**TASK STATEMENT**:
Copy nothing before the line containing "Write the network". Reproduce that line and all that follow, exactly, through the end of the records.

**TASK MATERIAL**:
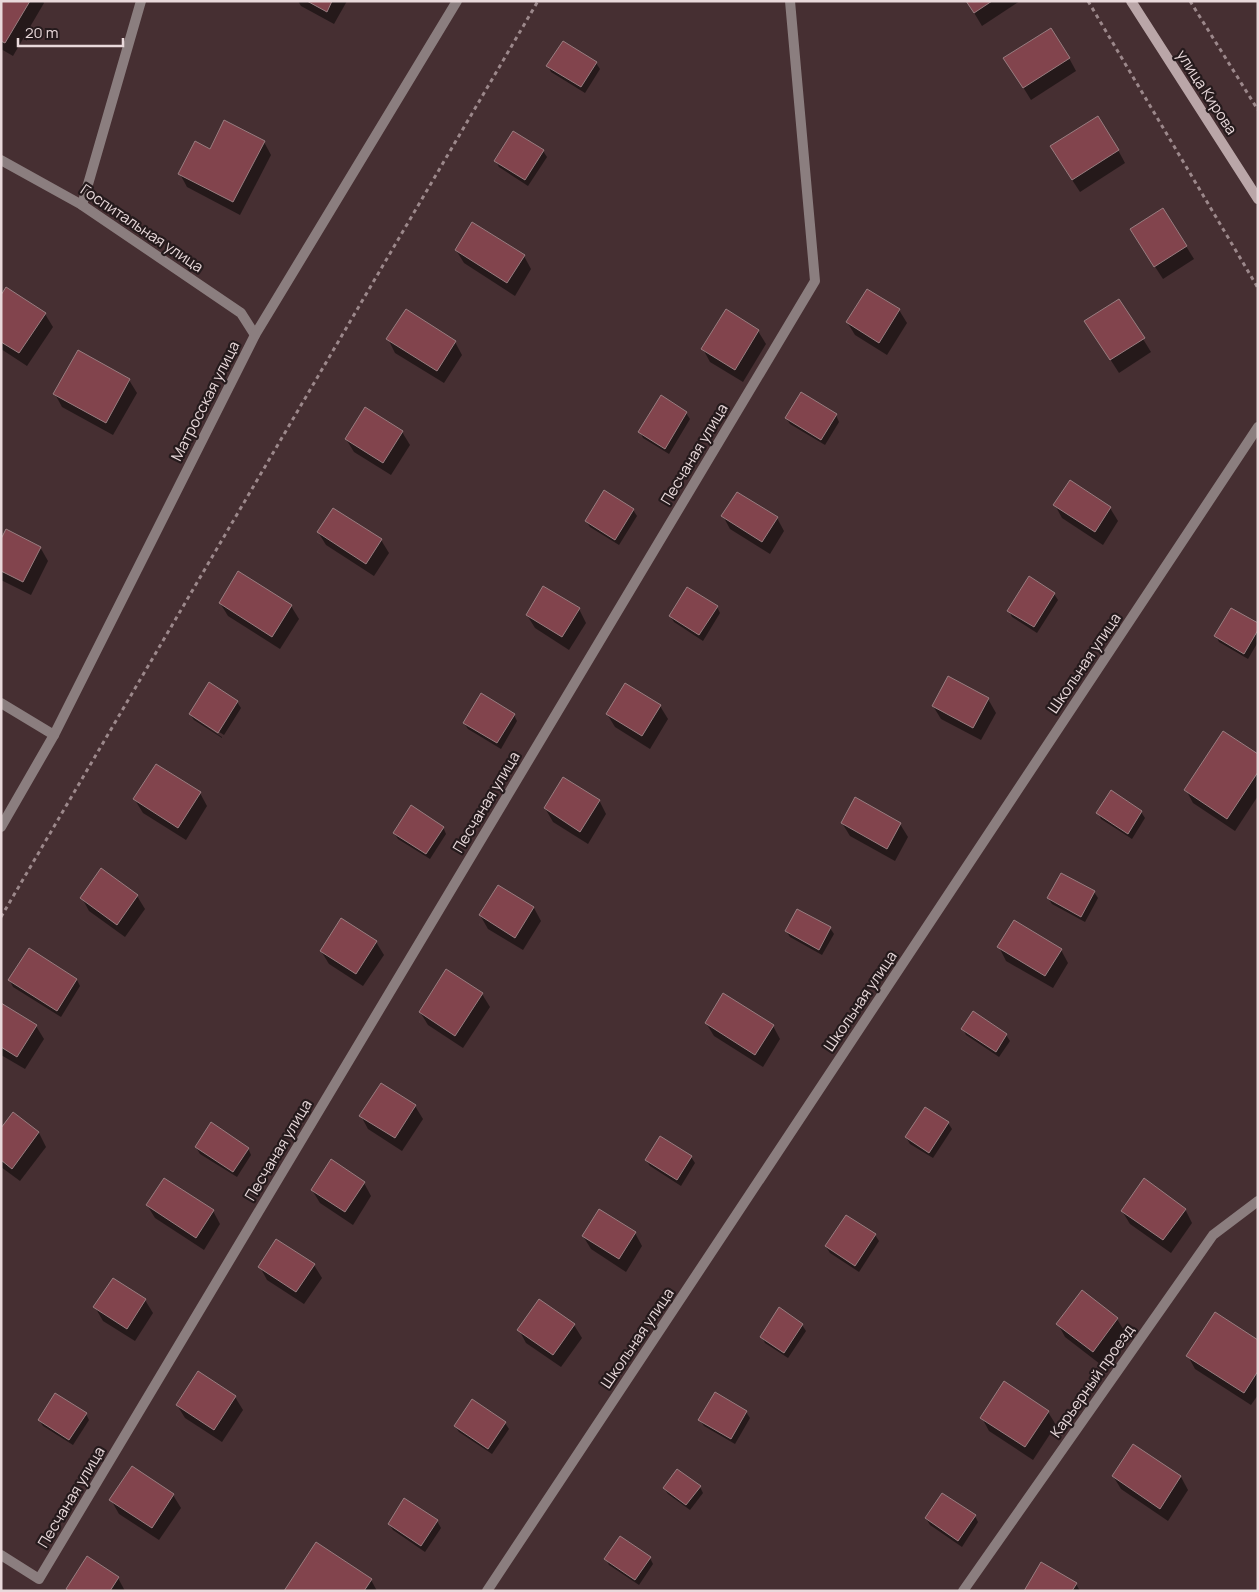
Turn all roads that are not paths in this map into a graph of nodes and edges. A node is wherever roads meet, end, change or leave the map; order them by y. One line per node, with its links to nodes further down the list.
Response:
1 (141, 1): 7 (street)
2 (457, 1): 8 (street, Матросская улица)
3 (790, 1): 14 (street, Песчаная улица)
4 (1131, 1): 6 (main road, улица Кирова)
5 (1, 160): 7 (street, Госпитальная улица)
6 (1258, 199)
7 (82, 205): 8 (street, Госпитальная улица)
8 (255, 335): 11 (street, Матросская улица)
9 (1258, 428): 15 (street, Школьная улица)
10 (1, 703): 11 (street)
11 (54, 735): 12 (street, Матросская улица)
12 (1, 827)
13 (1258, 1201): 16 (street, Карьерный проезд)
14 (1, 1555)
15 (488, 1591)
16 (963, 1591)

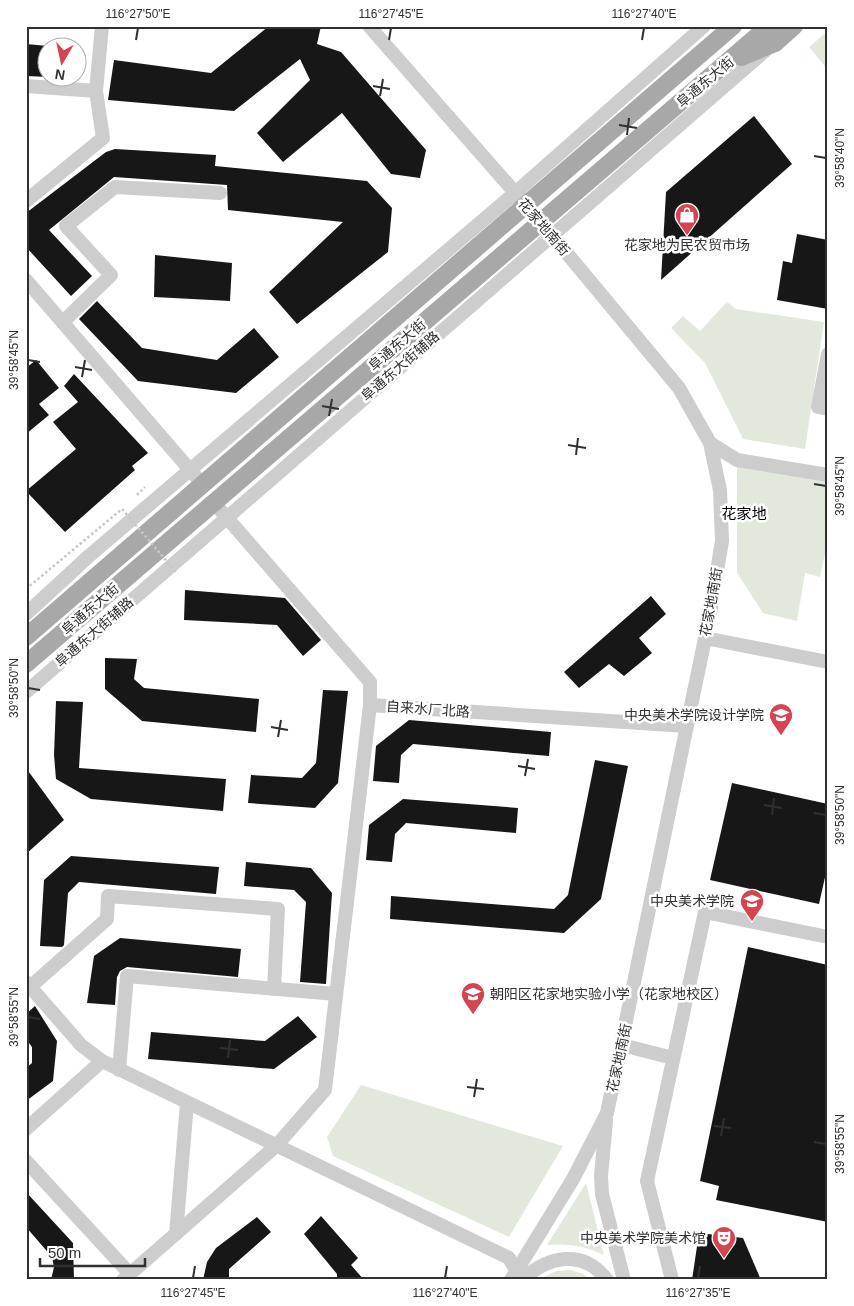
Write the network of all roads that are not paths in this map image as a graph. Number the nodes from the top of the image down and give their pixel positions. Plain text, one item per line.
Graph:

**REPLY TO THE TASK**:
Write the network of all roads that are not paths in this map image as a graph. Number the nodes from the top of the image down and give their pixel positions. Plain text, one item per line.
Graph:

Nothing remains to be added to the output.